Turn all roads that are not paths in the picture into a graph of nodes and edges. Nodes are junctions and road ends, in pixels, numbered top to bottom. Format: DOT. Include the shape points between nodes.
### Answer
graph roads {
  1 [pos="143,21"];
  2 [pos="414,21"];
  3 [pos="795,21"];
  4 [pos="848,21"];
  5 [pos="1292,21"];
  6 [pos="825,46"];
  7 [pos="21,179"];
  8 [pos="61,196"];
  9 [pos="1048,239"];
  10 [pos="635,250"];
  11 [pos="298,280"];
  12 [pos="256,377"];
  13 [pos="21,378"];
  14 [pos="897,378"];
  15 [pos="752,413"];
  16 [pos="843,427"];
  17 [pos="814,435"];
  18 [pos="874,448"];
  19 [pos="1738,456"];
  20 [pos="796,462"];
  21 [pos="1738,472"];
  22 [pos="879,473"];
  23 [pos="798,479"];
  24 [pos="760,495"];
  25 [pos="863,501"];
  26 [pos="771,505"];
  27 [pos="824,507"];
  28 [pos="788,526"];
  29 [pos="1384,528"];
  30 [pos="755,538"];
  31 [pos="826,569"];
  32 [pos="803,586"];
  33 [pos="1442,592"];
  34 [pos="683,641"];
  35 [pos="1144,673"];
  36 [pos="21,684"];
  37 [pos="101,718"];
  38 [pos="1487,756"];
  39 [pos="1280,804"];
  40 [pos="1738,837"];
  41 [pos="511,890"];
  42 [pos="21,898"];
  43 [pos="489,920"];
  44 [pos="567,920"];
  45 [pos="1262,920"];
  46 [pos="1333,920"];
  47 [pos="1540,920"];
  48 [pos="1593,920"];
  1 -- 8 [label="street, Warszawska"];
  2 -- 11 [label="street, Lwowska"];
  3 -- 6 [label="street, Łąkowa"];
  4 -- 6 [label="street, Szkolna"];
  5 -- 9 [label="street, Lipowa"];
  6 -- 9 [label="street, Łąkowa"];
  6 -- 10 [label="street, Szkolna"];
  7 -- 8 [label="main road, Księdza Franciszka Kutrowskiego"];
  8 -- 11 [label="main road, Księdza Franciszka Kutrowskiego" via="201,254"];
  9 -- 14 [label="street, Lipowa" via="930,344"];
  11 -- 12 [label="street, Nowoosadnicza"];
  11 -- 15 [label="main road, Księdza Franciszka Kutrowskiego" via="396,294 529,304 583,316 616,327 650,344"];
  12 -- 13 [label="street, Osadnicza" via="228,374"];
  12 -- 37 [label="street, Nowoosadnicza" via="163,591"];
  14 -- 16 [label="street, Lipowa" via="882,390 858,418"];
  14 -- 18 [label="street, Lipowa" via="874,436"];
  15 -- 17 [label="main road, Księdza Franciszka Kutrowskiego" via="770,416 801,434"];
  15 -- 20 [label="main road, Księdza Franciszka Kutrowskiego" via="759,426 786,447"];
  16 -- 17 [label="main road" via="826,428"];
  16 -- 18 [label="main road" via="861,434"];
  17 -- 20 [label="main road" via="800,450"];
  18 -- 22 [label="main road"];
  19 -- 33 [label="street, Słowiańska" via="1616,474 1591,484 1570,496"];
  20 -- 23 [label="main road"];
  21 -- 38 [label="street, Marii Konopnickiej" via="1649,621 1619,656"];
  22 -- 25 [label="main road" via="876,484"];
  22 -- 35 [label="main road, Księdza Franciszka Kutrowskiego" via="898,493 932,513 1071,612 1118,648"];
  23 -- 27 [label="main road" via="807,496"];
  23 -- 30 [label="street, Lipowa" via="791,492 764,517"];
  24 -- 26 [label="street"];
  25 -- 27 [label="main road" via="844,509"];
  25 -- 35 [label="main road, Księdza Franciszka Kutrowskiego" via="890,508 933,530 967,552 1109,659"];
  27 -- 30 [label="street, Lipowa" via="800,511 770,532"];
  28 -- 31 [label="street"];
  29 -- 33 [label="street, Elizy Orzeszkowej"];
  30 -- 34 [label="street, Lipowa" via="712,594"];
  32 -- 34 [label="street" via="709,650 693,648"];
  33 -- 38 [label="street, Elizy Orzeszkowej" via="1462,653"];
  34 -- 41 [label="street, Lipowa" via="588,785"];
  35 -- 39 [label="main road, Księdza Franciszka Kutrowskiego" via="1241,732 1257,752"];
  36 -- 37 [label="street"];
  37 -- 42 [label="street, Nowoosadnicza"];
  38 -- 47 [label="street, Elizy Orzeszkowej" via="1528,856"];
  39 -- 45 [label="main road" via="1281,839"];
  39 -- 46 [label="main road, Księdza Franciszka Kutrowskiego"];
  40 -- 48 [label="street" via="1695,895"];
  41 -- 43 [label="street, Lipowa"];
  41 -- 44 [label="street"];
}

Your objective: All of the material above should be repeated word for word.

The answer:
Turn all roads that are not paths in the picture into a graph of nodes and edges. Nodes are junctions and road ends, in pixels, numbered top to bottom. Format: DOT. Include the shape points between nodes.
### Answer
graph roads {
  1 [pos="143,21"];
  2 [pos="414,21"];
  3 [pos="795,21"];
  4 [pos="848,21"];
  5 [pos="1292,21"];
  6 [pos="825,46"];
  7 [pos="21,179"];
  8 [pos="61,196"];
  9 [pos="1048,239"];
  10 [pos="635,250"];
  11 [pos="298,280"];
  12 [pos="256,377"];
  13 [pos="21,378"];
  14 [pos="897,378"];
  15 [pos="752,413"];
  16 [pos="843,427"];
  17 [pos="814,435"];
  18 [pos="874,448"];
  19 [pos="1738,456"];
  20 [pos="796,462"];
  21 [pos="1738,472"];
  22 [pos="879,473"];
  23 [pos="798,479"];
  24 [pos="760,495"];
  25 [pos="863,501"];
  26 [pos="771,505"];
  27 [pos="824,507"];
  28 [pos="788,526"];
  29 [pos="1384,528"];
  30 [pos="755,538"];
  31 [pos="826,569"];
  32 [pos="803,586"];
  33 [pos="1442,592"];
  34 [pos="683,641"];
  35 [pos="1144,673"];
  36 [pos="21,684"];
  37 [pos="101,718"];
  38 [pos="1487,756"];
  39 [pos="1280,804"];
  40 [pos="1738,837"];
  41 [pos="511,890"];
  42 [pos="21,898"];
  43 [pos="489,920"];
  44 [pos="567,920"];
  45 [pos="1262,920"];
  46 [pos="1333,920"];
  47 [pos="1540,920"];
  48 [pos="1593,920"];
  1 -- 8 [label="street, Warszawska"];
  2 -- 11 [label="street, Lwowska"];
  3 -- 6 [label="street, Łąkowa"];
  4 -- 6 [label="street, Szkolna"];
  5 -- 9 [label="street, Lipowa"];
  6 -- 9 [label="street, Łąkowa"];
  6 -- 10 [label="street, Szkolna"];
  7 -- 8 [label="main road, Księdza Franciszka Kutrowskiego"];
  8 -- 11 [label="main road, Księdza Franciszka Kutrowskiego" via="201,254"];
  9 -- 14 [label="street, Lipowa" via="930,344"];
  11 -- 12 [label="street, Nowoosadnicza"];
  11 -- 15 [label="main road, Księdza Franciszka Kutrowskiego" via="396,294 529,304 583,316 616,327 650,344"];
  12 -- 13 [label="street, Osadnicza" via="228,374"];
  12 -- 37 [label="street, Nowoosadnicza" via="163,591"];
  14 -- 16 [label="street, Lipowa" via="882,390 858,418"];
  14 -- 18 [label="street, Lipowa" via="874,436"];
  15 -- 17 [label="main road, Księdza Franciszka Kutrowskiego" via="770,416 801,434"];
  15 -- 20 [label="main road, Księdza Franciszka Kutrowskiego" via="759,426 786,447"];
  16 -- 17 [label="main road" via="826,428"];
  16 -- 18 [label="main road" via="861,434"];
  17 -- 20 [label="main road" via="800,450"];
  18 -- 22 [label="main road"];
  19 -- 33 [label="street, Słowiańska" via="1616,474 1591,484 1570,496"];
  20 -- 23 [label="main road"];
  21 -- 38 [label="street, Marii Konopnickiej" via="1649,621 1619,656"];
  22 -- 25 [label="main road" via="876,484"];
  22 -- 35 [label="main road, Księdza Franciszka Kutrowskiego" via="898,493 932,513 1071,612 1118,648"];
  23 -- 27 [label="main road" via="807,496"];
  23 -- 30 [label="street, Lipowa" via="791,492 764,517"];
  24 -- 26 [label="street"];
  25 -- 27 [label="main road" via="844,509"];
  25 -- 35 [label="main road, Księdza Franciszka Kutrowskiego" via="890,508 933,530 967,552 1109,659"];
  27 -- 30 [label="street, Lipowa" via="800,511 770,532"];
  28 -- 31 [label="street"];
  29 -- 33 [label="street, Elizy Orzeszkowej"];
  30 -- 34 [label="street, Lipowa" via="712,594"];
  32 -- 34 [label="street" via="709,650 693,648"];
  33 -- 38 [label="street, Elizy Orzeszkowej" via="1462,653"];
  34 -- 41 [label="street, Lipowa" via="588,785"];
  35 -- 39 [label="main road, Księdza Franciszka Kutrowskiego" via="1241,732 1257,752"];
  36 -- 37 [label="street"];
  37 -- 42 [label="street, Nowoosadnicza"];
  38 -- 47 [label="street, Elizy Orzeszkowej" via="1528,856"];
  39 -- 45 [label="main road" via="1281,839"];
  39 -- 46 [label="main road, Księdza Franciszka Kutrowskiego"];
  40 -- 48 [label="street" via="1695,895"];
  41 -- 43 [label="street, Lipowa"];
  41 -- 44 [label="street"];
}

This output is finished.